Eli Valentin, a political advisor and head of Instituto Latino, a think tank for Latino politics and policy, said he’d observed pushback growing, a year after southern governors began busing migrants to New York City and the number of arrivals began to rise.

“I have seen a tilt towards a more kind of an anti-Biden policy position, a resistance to this continued rise. That is real,” he said, adding that he believed New York City voters don’t necessarily blame Adams or local Democrats for the situation, but rather federal policies. There will be no federal officials, however, on the ballot in November.

“Especially when we look at the budget ramifications of the crisis,” Valentin said, pointing to recent cost estimates from the Adams administration that housing migrants could cost the city $12 billion by 2025, “this is gonna be something that will continue to play out.”

Where Democrats need to balance their support for a social safety net and pro-immigrant stance with voter concerns about the cost and local impacts of so many new arrivals, Republicans have pitched a more direct approach.

Councilmember Vickie Paladino, who represents parts of northeast Queens, held a protest outside a newly opened migrant shelter in College Point. She and GOP Councilmember Inna Vernikov in Southern Brooklyn, both of whom flipped their districts from blue to red in 2021 and face Democratic challengers this November, have been making regular appearances on Fox News.

“A majority of my constituents, both Democrats and Republicans, are not supportive of what’s going on right now,” Vernikov, who represents Brighton Beach, Manhattan Beach, and Sheepshead Bay, told THE CITY. “Most of my constituents do not want a migrant shelter in our district. I’ve spoken to a lot of Democrats who want this to stop.”

Her Democratic challenger, Amber Adler, an Orthodox Jewish single mother and community advocate, said that the city needed to do a better job of helping new arrivals. She pointed to a family shelter for migrants in Sheepshead Bay where multiple people were hospitalized after eating spoiled food provided by the city last month.

“Maybe she doesn’t know what’s going on in the district,” Adler said of Venikov, noting that she herself had helped link up a local nonprofit to provide additional food to shelter residents as a stopgap.

“If somebody has arrived, I don’t think it’s in anyone’s interest to just not handle things in the best way possible,” Adler continued. “Once we have that at least a bit under control, we can go backwards and start fighting to get the original problem stopped, which is everyone’s shipping people to New York like they’re cattle.”

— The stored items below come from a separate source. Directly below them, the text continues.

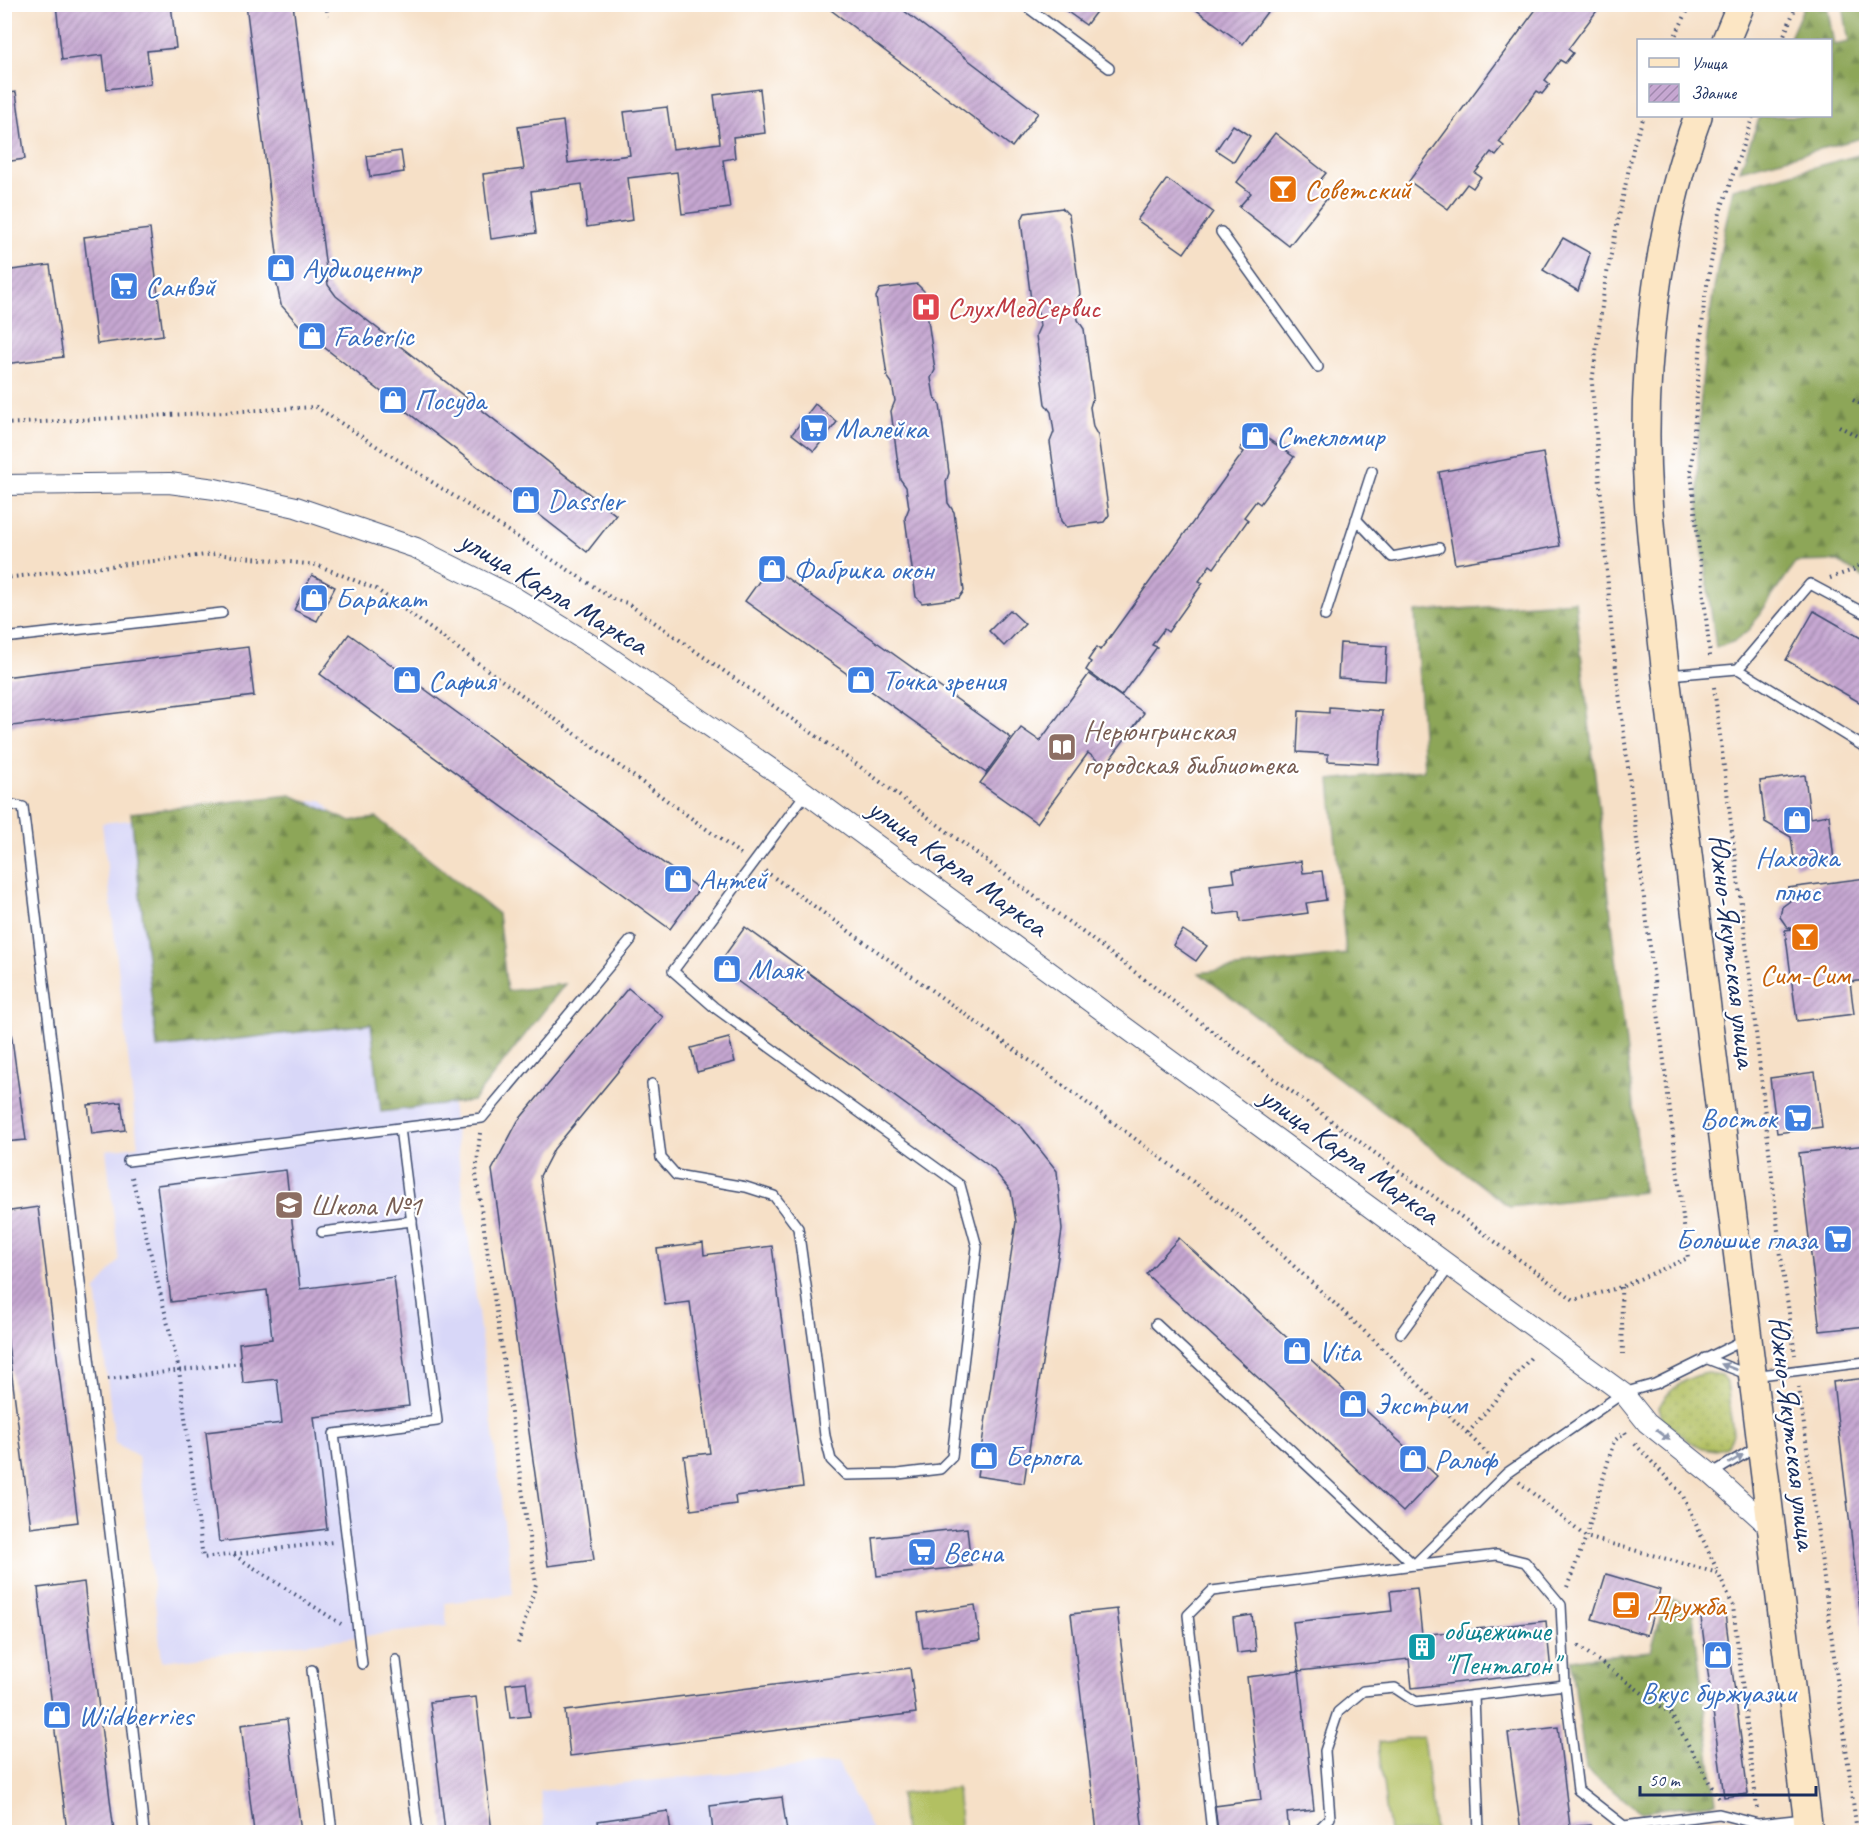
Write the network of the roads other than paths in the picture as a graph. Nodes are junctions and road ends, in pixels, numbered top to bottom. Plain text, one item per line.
1 (1023, 4) edge
2 (1741, 4) edge
3 (1726, 39) edge
4 (1108, 68) dead end
5 (1698, 117) edge
6 (1221, 232) dead end
7 (1318, 367) dead end
8 (1372, 471) dead end
9 (4, 485) edge
10 (1356, 519) junction
11 (1439, 548) dead end
12 (222, 613) dead end
13 (1866, 614) edge
14 (1325, 616) dead end
15 (4, 638) edge
16 (1738, 669) junction
17 (1666, 676) junction
18 (1866, 748) edge
19 (806, 794) junction
20 (4, 803) edge
21 (631, 940) dead end
22 (652, 1084) dead end
23 (400, 1128) junction
24 (128, 1161) road end
25 (412, 1221) junction
26 (322, 1232) dead end
27 (1450, 1266) junction
28 (1156, 1324) dead end
29 (1401, 1333) dead end
30 (1748, 1338) junction
31 (1705, 1358) junction
32 (1866, 1362) edge
33 (1752, 1376) junction
34 (1623, 1393) junction
35 (1761, 1444) junction
36 (1711, 1474) junction
37 (1771, 1528) junction
38 (1414, 1565) junction
39 (396, 1660) dead end
40 (362, 1664) dead end
41 (312, 1670) dead end
42 (1565, 1685) junction
43 (1474, 1696) junction
44 (1808, 1826) edge
45 (144, 1833) edge
46 (332, 1833) edge
47 (418, 1833) edge
48 (1212, 1833) edge
49 (1316, 1833) edge
50 (1479, 1833) edge

1 - 4 lane
2 - 3 street
5 - 17 street, Южно-Якутская улица
6 - 7 lane
8 - 10 lane
9 - 19 street, улица Карла Маркса
10 - 11 lane
10 - 14 lane
12 - 15 lane
13 - 16 lane
16 - 17 lane
16 - 18 lane
17 - 30 street, Южно-Якутская улица
19 - 22 lane
19 - 27 street, улица Карла Маркса
20 - 45 lane
21 - 23 lane
23 - 24 lane
23 - 25 lane
25 - 26 lane
25 - 40 lane
27 - 29 lane
27 - 34 street, улица Карла Маркса
28 - 38 lane
30 - 31 lane
30 - 33 street, Южно-Якутская улица
33 -> 31 lane
31 - 34 lane
32 - 33 lane
33 - 35 street, Южно-Якутская улица
34 -> 36 street, улица Карла Маркса
34 - 38 lane
36 -> 35 lane
35 - 37 street, Южно-Якутская улица
36 - 37 street, улица Карла Маркса
37 - 44 street, Южно-Якутская улица
38 - 42 lane
38 - 48 lane
39 - 47 lane
41 - 46 lane
42 - 43 lane
42 - 44 lane
43 - 49 lane
43 - 50 lane

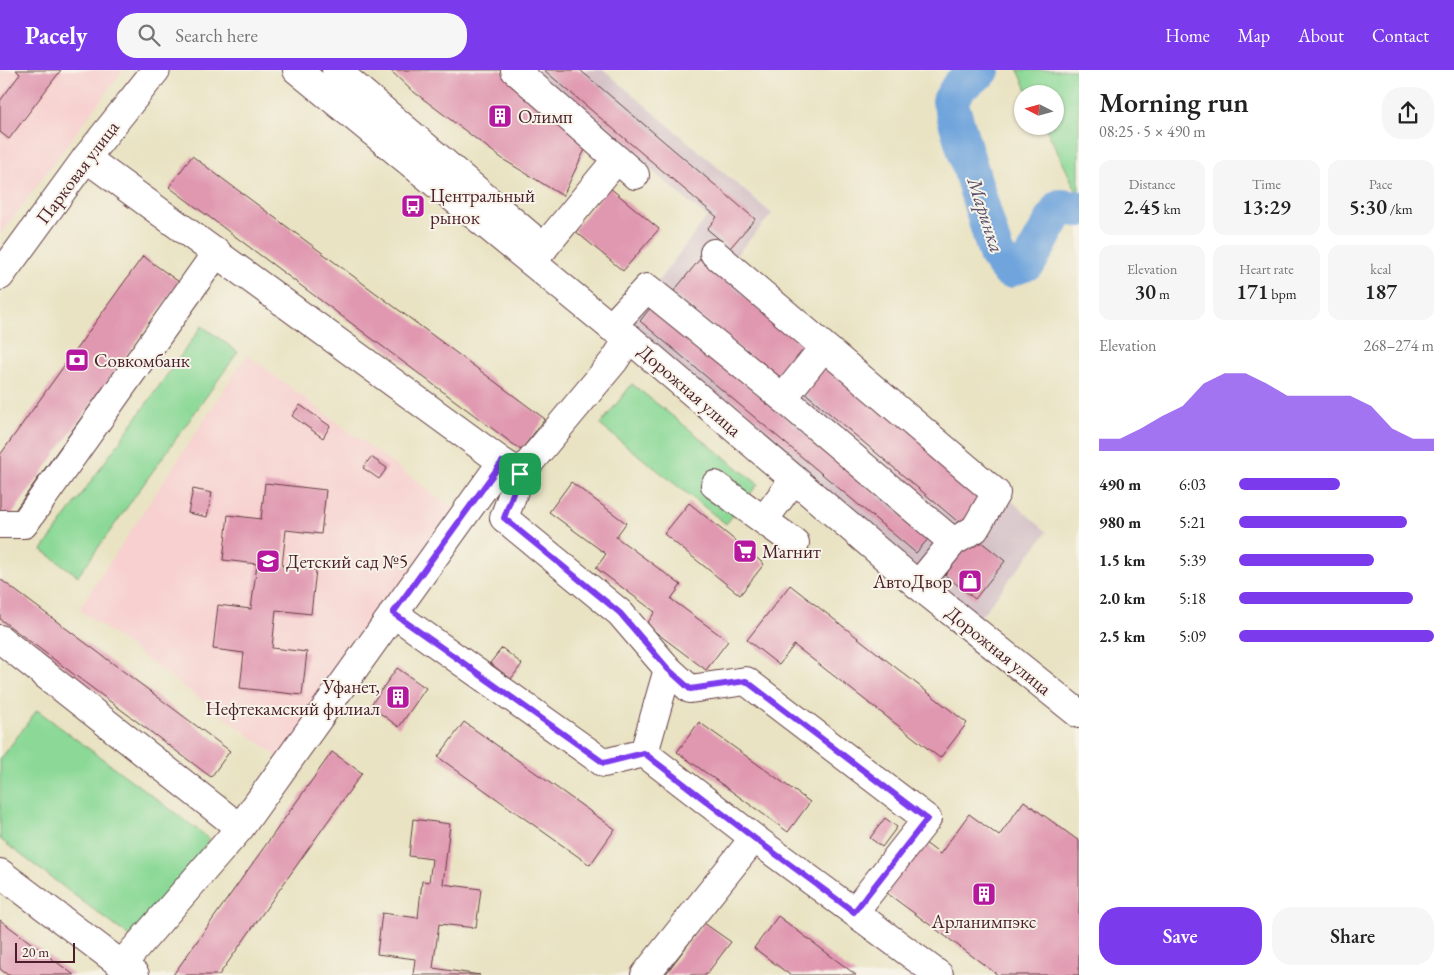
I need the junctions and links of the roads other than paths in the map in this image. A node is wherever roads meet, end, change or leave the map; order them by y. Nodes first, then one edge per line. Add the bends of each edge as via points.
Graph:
1 (156, 70) edge
2 (297, 70) edge
3 (336, 70) edge
4 (515, 70) edge
5 (86, 158) junction
6 (216, 252) junction
7 (714, 253) dead end
8 (538, 255) junction
9 (0, 276) edge
10 (620, 332) junction
11 (823, 348) junction
12 (783, 398) junction
13 (511, 468) junction
14 (794, 479) junction
15 (715, 485) dead end
16 (764, 520) junction
17 (0, 524) edge
18 (953, 542) junction
19 (795, 544) dead end
20 (918, 585) junction
21 (393, 613) junction
22 (0, 639) edge
23 (668, 669) junction
24 (1079, 714) edge
25 (644, 753) junction
26 (240, 828) junction
27 (754, 838) junction
28 (0, 873) edge
29 (854, 912) junction
30 (128, 970) edge
31 (645, 975) edge
32 (939, 975) edge

1 - 5 main road, Парковая улица
2 - 8 main road, Дорожная улица
3 - 8 main road
4 - 8 main road via 626,167
5 - 6 main road
5 - 9 main road, Парковая улица
6 - 13 main road
6 - 17 main road via 24,524
7 - 11 main road
8 - 10 main road, Дорожная улица
10 - 12 main road via 647,288
10 - 13 main road via 614,361
10 - 14 main road, Дорожная улица
11 - 12 main road
11 - 18 main road via 996,493 974,529
12 - 18 main road
13 - 21 main road
13 - 23 main road via 504,518 620,613
14 - 16 main road
14 - 20 main road, Дорожная улица
15 - 16 main road
16 - 19 main road
18 - 20 main road
20 - 24 main road, Дорожная улица
21 - 25 main road via 604,763
21 - 26 main road
22 - 26 main road
23 - 25 main road
23 - 29 main road via 690,689 746,681 927,819
25 - 27 main road
26 - 30 main road
27 - 29 main road
27 - 31 main road
28 - 30 main road
29 - 32 main road

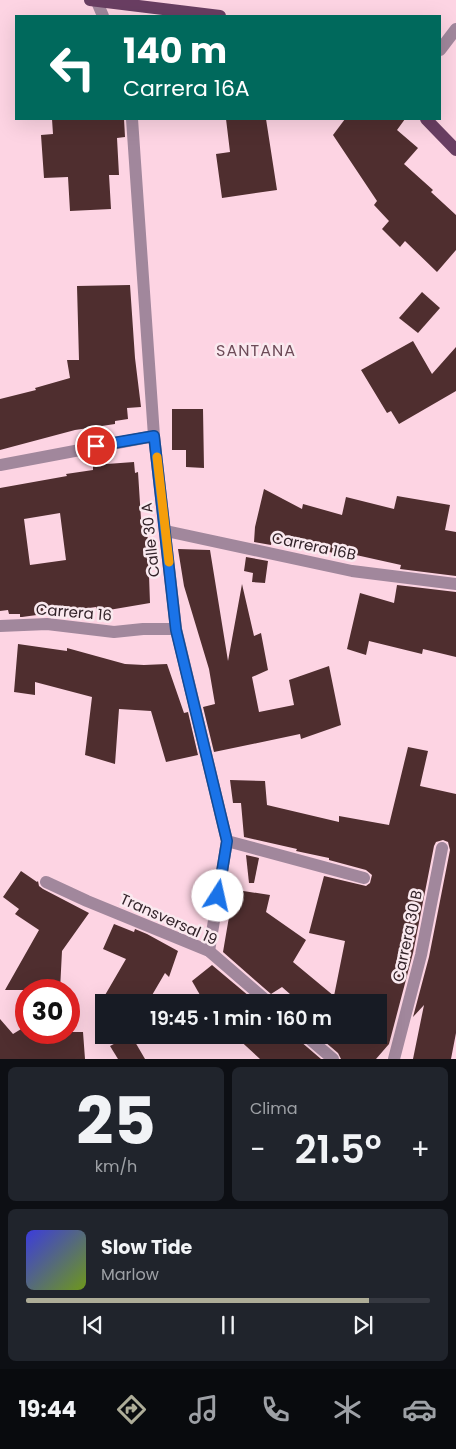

Asked about the hospitalizations, Vernikov said that “it didn’t especially come across our desk,” adding it wasn’t clear to her if the shelter food had caused the hospitalizations.

Fixing What’s Broken

A similar flashpoint to the one in Sunset Park played out in Coney Island in May, in part of a newly drawn South Brooklyn district that pits two incumbents against one another; Democrat Justin Brannan and Republican Ari Kagan, who switched to the GOP last December after being elected to office as a Democrat.

The city briefly sent a group of asylum seekers to live on cots in a school gym at P.S. 188, while the gym wasn’t in use because the school doesn’t currently have a gym teacher.

Both Brannan and Kagan came out against the move. Kagan rallied outside the school with parents and community members in opposition. Newly arrived migrants waited inside the gym, barred from leaving until the rally had ended and the crowd had dispersed.

“Ninety-nine percent of them were registered Democrats,” Kagan said of the crowd he’d joined that day, while accusing Brannan of trying to avoid the subject entirely. “Everybody who is a common-sense person is concerned, angry, and upset about what’s going on.”

Brannan, who tweeted days after those migrants left that “our schools should not be used for this purpose,” charged Kagan with having empathy “as deep as a kiddie pool.”

“Demagogues thrive in times of crisis,” Brannan said. “It’s all too easy to point fingers and say, ‘That’s broken.’ It’s infinitely harder to actually come up with the solutions to fix  what’s broken.”